Allen Webster ($7200) – He is a decent option, but the price is way too high to justify it here. He just took over for Collmenter and is on a pitch count as they stretch him out. If he goes six, that is probably hos innings ceiling today. He is not a high K guy either so low innings and low Ks means few fantasy points. Even if he gets the win, he will not be able to get anywhere near the 20 points needed to return value in this one.

David Hale ($5200) – Hale has been ok, but he pitches for the Rockies and has another home game today in Coors Field. It’s not easy to be a starter in Coors, athough he has been serviceable. He has returned a low teen’s fantasy score in his last few Coors starts, so I think he has a chance at value today, but there is very little upside for him against a hot hitting Astros team in a great hitter’s ballpark.

Colin McHugh ($6600) – McHugh was very good last year, but the walks and homeruns have killed him so far this season. He has not been pitching that deep into games either, so despite a decent K %, he is not doing enough. There’s no sense expecting a turn around in this one as he has the honor of pitching in Coors Field, so while I think he eventually gets it fixed, that day will likely not be today.

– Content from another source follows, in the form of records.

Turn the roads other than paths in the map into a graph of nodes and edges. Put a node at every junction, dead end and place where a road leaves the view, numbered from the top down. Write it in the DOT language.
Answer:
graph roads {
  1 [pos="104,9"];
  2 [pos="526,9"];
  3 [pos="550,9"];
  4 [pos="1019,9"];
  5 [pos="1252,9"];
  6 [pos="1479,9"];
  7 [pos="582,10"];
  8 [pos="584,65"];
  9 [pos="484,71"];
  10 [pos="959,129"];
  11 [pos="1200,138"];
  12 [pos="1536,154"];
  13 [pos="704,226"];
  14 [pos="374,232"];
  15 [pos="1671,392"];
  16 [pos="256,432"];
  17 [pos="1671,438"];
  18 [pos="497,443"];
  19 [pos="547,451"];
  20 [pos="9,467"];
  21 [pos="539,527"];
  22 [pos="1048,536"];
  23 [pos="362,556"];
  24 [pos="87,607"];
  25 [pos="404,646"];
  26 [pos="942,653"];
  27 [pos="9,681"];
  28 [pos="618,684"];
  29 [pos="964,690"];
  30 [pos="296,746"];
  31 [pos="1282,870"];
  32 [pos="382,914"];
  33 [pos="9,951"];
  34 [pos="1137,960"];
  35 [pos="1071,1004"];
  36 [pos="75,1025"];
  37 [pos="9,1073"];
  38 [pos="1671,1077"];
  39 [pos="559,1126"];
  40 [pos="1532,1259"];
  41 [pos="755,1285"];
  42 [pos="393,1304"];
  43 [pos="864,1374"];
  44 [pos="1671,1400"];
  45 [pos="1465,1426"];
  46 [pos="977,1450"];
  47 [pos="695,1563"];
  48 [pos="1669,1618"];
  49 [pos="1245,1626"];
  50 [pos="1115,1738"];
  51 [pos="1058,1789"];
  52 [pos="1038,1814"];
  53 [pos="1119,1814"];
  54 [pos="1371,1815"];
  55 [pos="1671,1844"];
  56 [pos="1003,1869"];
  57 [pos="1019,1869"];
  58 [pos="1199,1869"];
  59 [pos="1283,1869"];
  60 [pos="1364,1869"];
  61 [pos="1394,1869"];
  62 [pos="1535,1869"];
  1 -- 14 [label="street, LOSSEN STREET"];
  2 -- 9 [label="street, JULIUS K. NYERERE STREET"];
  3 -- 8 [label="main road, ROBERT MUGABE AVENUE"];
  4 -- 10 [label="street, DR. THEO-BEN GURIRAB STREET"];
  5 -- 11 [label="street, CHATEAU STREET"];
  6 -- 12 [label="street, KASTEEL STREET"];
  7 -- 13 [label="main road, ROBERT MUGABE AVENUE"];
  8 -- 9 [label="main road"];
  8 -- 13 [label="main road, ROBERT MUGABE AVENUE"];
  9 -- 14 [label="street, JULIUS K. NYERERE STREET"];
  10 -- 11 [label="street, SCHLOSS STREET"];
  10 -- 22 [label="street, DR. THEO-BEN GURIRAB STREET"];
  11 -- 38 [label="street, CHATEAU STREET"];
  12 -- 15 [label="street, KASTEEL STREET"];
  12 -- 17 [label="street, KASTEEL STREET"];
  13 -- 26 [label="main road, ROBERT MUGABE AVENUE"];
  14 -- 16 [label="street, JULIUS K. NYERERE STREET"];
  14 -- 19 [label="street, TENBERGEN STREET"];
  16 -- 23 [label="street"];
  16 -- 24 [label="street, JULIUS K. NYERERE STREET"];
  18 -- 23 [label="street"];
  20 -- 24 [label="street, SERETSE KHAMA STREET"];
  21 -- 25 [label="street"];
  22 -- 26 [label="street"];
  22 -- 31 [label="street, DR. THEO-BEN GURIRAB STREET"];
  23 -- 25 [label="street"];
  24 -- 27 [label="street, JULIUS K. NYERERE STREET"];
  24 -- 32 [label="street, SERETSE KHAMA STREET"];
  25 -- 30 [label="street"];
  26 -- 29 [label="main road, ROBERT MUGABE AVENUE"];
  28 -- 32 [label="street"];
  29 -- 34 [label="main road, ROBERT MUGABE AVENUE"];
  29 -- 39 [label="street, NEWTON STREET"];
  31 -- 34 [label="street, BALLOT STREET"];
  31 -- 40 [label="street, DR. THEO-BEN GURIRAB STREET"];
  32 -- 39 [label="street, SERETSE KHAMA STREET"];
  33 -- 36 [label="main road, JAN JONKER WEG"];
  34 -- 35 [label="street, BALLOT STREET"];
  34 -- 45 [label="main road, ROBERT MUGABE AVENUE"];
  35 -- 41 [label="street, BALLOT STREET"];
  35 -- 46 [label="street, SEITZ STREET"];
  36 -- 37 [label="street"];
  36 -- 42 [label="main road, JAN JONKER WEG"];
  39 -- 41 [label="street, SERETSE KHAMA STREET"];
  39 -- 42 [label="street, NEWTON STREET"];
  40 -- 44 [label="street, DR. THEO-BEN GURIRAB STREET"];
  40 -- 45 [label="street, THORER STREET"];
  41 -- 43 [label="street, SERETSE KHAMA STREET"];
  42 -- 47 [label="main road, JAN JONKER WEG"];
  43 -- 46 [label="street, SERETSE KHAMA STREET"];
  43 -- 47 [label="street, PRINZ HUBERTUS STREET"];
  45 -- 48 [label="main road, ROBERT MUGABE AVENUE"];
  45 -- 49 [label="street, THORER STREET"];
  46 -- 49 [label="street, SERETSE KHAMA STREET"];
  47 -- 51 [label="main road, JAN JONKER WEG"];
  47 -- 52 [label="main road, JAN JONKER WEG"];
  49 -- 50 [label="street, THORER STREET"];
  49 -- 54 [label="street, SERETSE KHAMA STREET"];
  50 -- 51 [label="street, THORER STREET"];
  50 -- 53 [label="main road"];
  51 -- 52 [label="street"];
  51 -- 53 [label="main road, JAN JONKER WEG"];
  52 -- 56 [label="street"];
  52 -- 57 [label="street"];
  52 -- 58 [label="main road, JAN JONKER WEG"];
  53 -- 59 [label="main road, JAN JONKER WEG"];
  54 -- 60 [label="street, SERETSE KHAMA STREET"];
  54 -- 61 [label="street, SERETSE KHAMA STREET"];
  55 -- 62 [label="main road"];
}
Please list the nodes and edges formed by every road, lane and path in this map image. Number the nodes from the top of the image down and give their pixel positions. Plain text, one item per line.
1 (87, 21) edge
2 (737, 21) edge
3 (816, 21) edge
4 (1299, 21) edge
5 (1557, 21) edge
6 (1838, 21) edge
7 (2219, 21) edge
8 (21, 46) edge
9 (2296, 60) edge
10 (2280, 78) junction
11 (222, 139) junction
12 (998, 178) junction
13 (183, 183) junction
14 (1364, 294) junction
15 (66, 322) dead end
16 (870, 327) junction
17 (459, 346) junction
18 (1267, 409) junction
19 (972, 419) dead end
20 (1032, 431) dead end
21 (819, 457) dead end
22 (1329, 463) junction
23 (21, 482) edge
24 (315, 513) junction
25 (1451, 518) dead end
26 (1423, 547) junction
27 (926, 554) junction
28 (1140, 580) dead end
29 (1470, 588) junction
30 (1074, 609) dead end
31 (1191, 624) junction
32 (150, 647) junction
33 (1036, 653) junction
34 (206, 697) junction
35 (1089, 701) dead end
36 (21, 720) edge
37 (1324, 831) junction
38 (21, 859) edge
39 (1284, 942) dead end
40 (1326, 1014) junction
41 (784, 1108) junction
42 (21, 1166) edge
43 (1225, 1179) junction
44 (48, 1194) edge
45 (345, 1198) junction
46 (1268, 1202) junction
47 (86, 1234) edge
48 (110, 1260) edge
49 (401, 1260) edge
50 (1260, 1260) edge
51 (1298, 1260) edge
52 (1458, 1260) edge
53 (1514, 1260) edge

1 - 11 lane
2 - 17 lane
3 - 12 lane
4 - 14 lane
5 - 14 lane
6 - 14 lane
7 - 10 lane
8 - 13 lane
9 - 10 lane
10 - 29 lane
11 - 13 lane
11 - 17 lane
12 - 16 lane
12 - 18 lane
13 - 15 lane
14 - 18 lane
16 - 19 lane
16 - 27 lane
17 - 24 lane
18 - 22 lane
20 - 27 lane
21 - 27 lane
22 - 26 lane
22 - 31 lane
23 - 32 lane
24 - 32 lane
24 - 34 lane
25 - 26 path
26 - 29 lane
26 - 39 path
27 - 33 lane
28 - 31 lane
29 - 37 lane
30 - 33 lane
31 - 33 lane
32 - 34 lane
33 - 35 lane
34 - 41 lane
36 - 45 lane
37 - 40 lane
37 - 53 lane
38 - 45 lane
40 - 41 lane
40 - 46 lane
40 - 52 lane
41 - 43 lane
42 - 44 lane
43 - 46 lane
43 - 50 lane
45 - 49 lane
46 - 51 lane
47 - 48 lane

Sean O’Sullivan ($4200) – He might be the worst starter in all of baseball right now. He averages about six innings per start, has allowed 10 homers, 29 runs, 60 hits, and 15 walks in 50 innings of work. There is no upside to using him. He has returned -2.7 points over his last 23 innings. That’s not an average, that’s a total. He has a total return on investment of -2.7 with 2.4 being his best return. Even if he was at zero, there would be little justification for using him as his recent performances still do not warrant that. He is a low K guy who doesn’t go deep and gives up a ton of negative events. In fact, I’ve already wasted enough time on him, just steer clear.